**TASK DIRECTIONS:** Every record should be copied exactly, and the images omitted.

=== Begin Enclosure ===

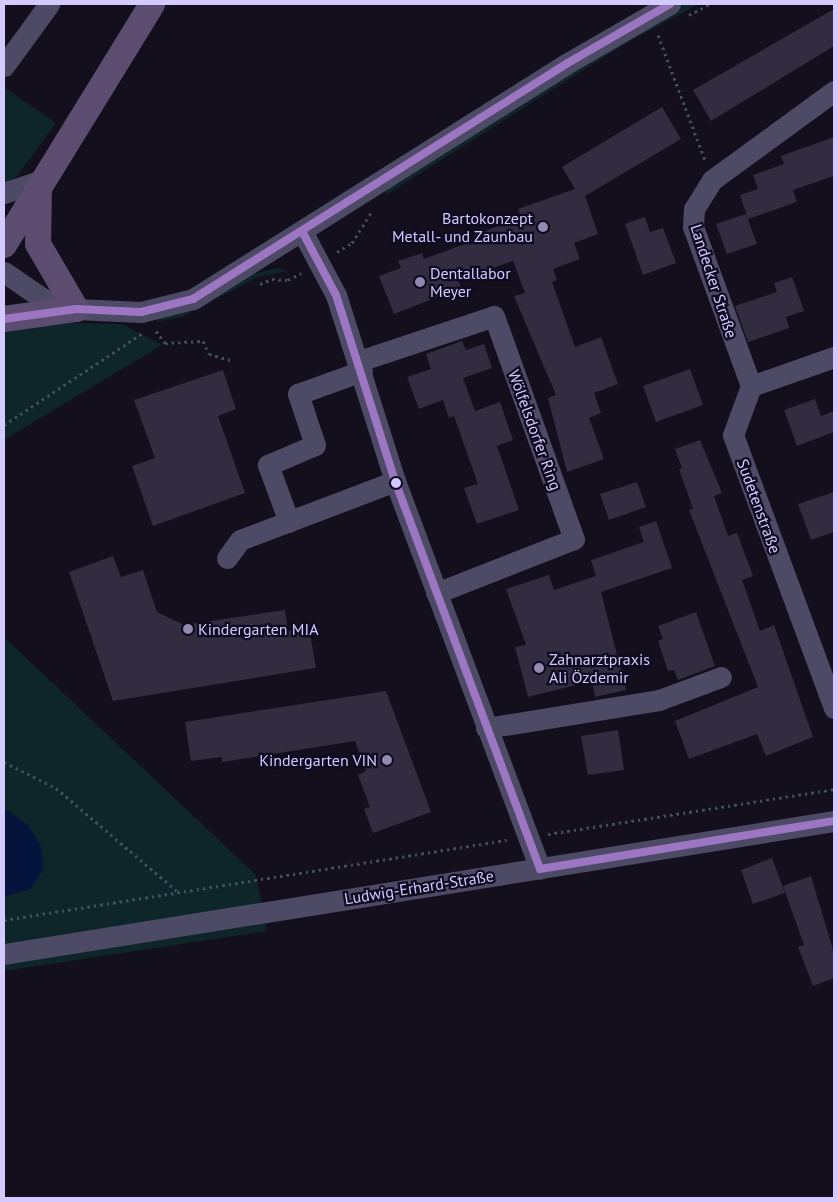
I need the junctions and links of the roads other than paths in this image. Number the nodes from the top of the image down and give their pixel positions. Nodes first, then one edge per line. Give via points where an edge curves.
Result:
1 (49, 4) edge
2 (152, 4) edge
3 (670, 4) edge
4 (4, 66) edge
5 (834, 90) edge
6 (42, 184) junction
7 (4, 193) edge
8 (304, 233) junction
9 (4, 245) edge
10 (4, 272) edge
11 (76, 309) junction
12 (4, 319) edge
13 (834, 358) edge
14 (360, 366) junction
15 (751, 386) junction
16 (395, 481) junction
17 (289, 522) junction
18 (227, 558) dead end
19 (436, 593) junction
20 (721, 677) dead end
21 (834, 708) edge
22 (486, 728) junction
23 (834, 820) edge
24 (540, 869) junction
25 (4, 954) edge

1 - 4 street
2 - 6 main road
3 - 8 street via 566,64
5 - 15 street, Landecker Straße via 712,180 694,209 693,227
6 - 7 street
6 - 9 main road
6 - 11 main road via 38,244
8 - 11 street via 193,299 141,312
8 - 14 street via 322,261
10 - 11 street via 42,298
11 - 12 main road
13 - 15 street
14 - 16 street
14 - 17 street via 298,394 315,445 268,465
14 - 19 street, Wölfelsdorfer Ring via 494,316 574,539
15 - 21 street, Sudetenstraße via 733,435
16 - 17 street
16 - 19 street
17 - 18 street via 240,540
19 - 22 street
20 - 22 street via 659,700
22 - 24 street
23 - 24 street, Ludwig-Erhard-Straße
24 - 25 street, Ludwig-Erhard-Straße

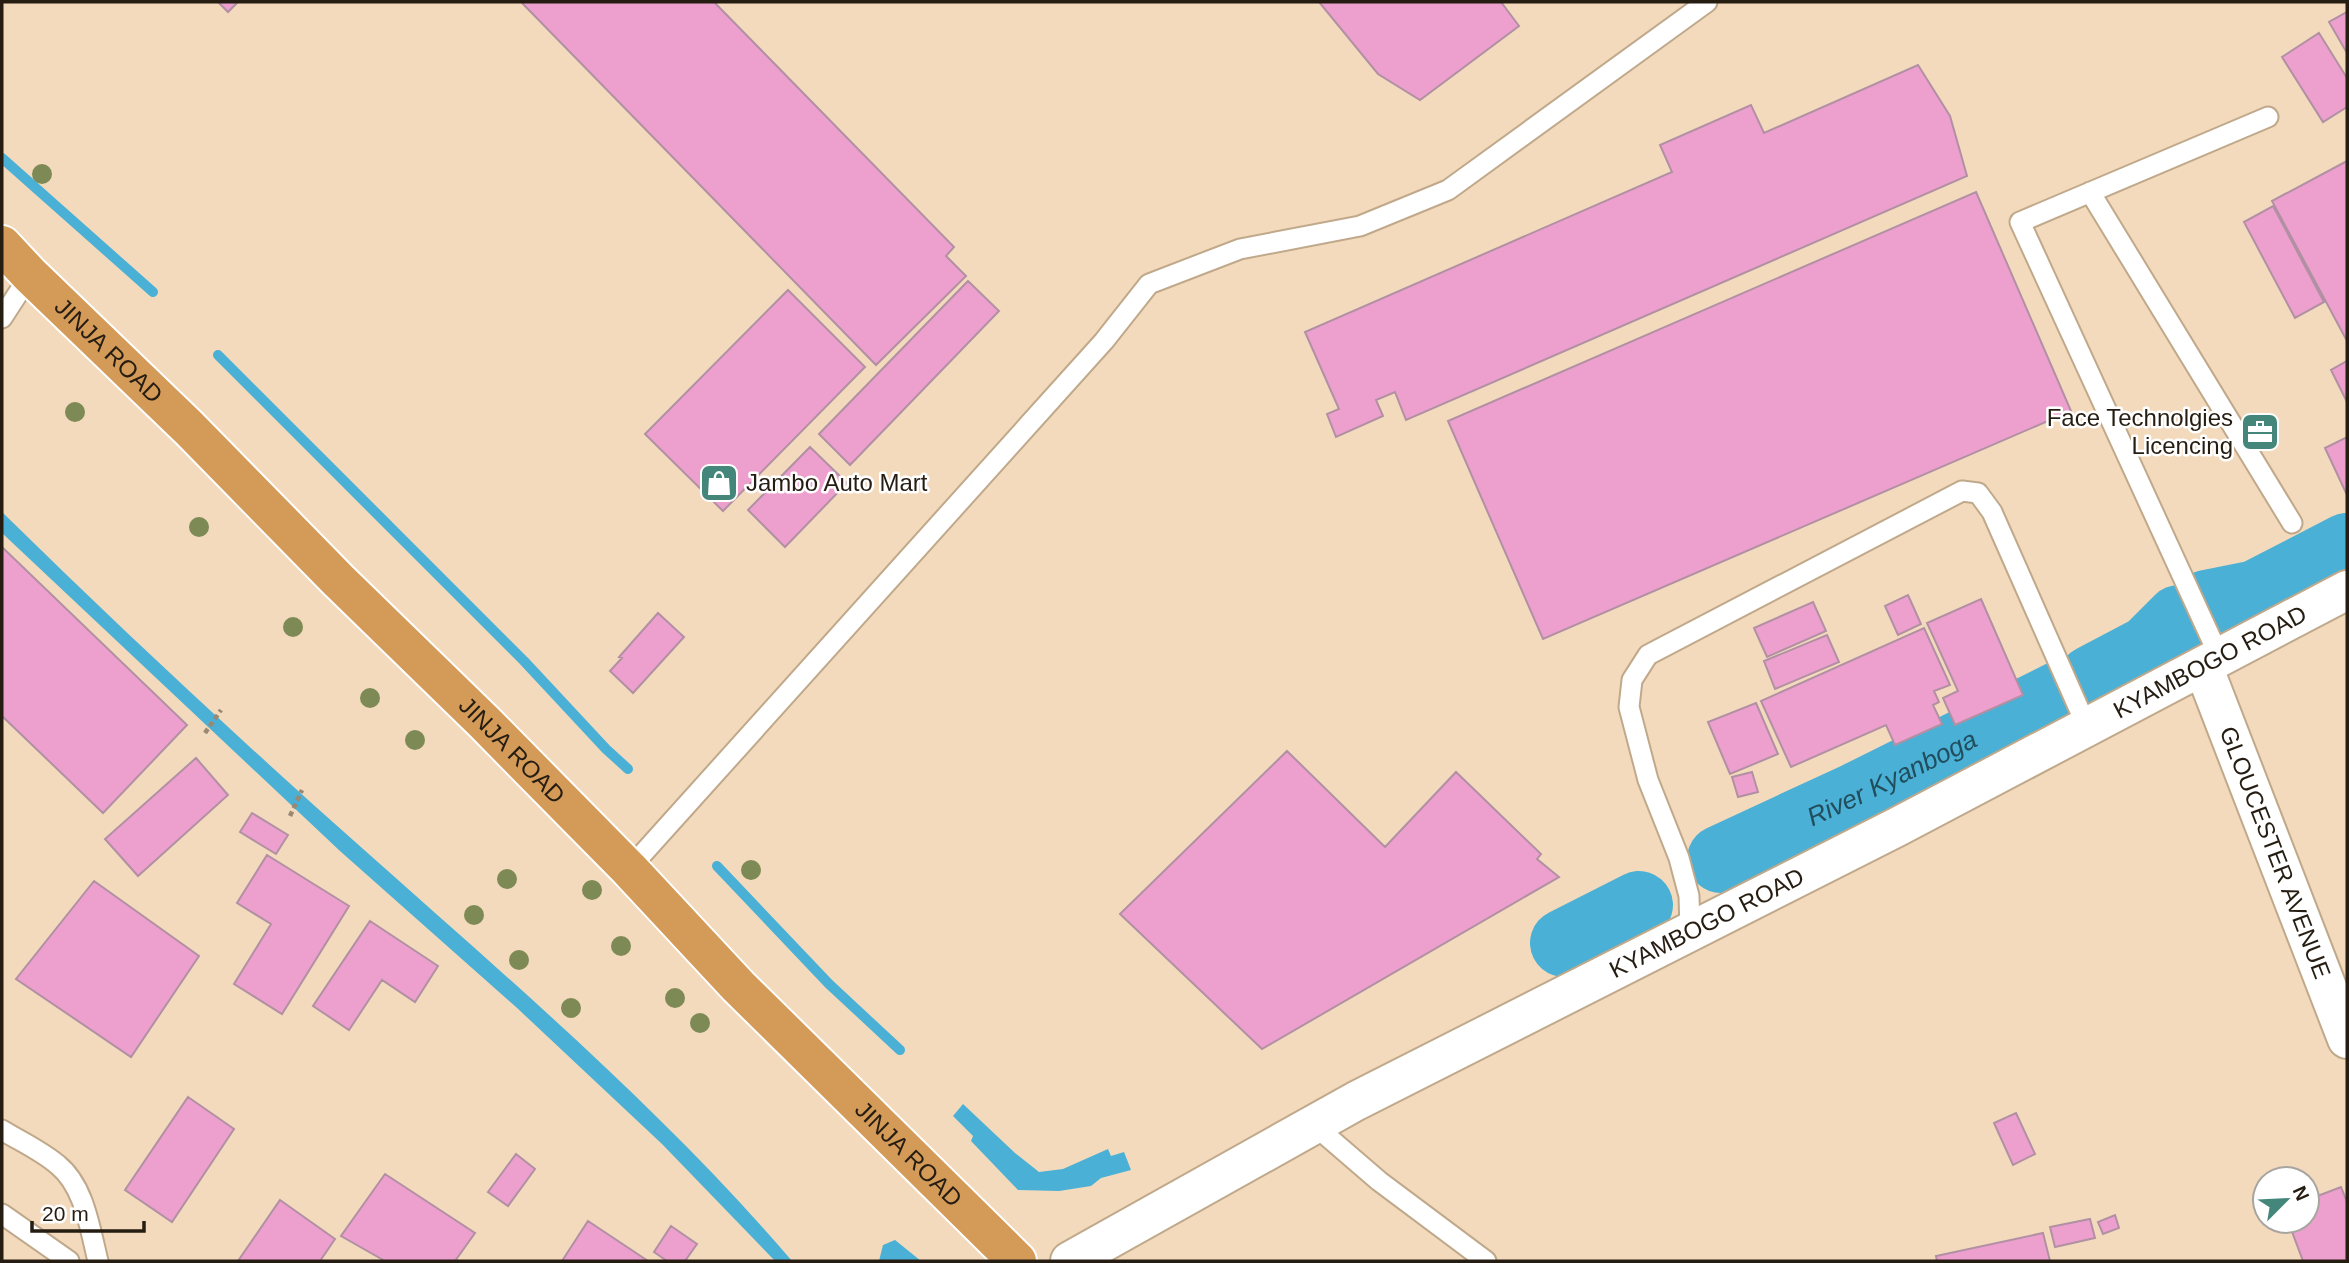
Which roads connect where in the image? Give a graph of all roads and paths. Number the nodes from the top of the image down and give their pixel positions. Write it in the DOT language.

=== End Enclosure ===

**EXERCISE ANSWER:**
I need the junctions and links of the roads other than paths in this image. Number the nodes from the top of the image down and give their pixel positions. Nodes first, then one edge per line. Give via points where an edge curves.
Result:
1 (49, 4) edge
2 (152, 4) edge
3 (670, 4) edge
4 (4, 66) edge
5 (834, 90) edge
6 (42, 184) junction
7 (4, 193) edge
8 (304, 233) junction
9 (4, 245) edge
10 (4, 272) edge
11 (76, 309) junction
12 (4, 319) edge
13 (834, 358) edge
14 (360, 366) junction
15 (751, 386) junction
16 (395, 481) junction
17 (289, 522) junction
18 (227, 558) dead end
19 (436, 593) junction
20 (721, 677) dead end
21 (834, 708) edge
22 (486, 728) junction
23 (834, 820) edge
24 (540, 869) junction
25 (4, 954) edge

1 - 4 street
2 - 6 main road
3 - 8 street via 566,64
5 - 15 street, Landecker Straße via 712,180 694,209 693,227
6 - 7 street
6 - 9 main road
6 - 11 main road via 38,244
8 - 11 street via 193,299 141,312
8 - 14 street via 322,261
10 - 11 street via 42,298
11 - 12 main road
13 - 15 street
14 - 16 street
14 - 17 street via 298,394 315,445 268,465
14 - 19 street, Wölfelsdorfer Ring via 494,316 574,539
15 - 21 street, Sudetenstraße via 733,435
16 - 17 street
16 - 19 street
17 - 18 street via 240,540
19 - 22 street
20 - 22 street via 659,700
22 - 24 street
23 - 24 street, Ludwig-Erhard-Straße
24 - 25 street, Ludwig-Erhard-Straße

Which roads connect where in the image? Give a graph of all roads and paths. Number the nodes from the top of the image down and give their pixel positions. Write it in the DOT language.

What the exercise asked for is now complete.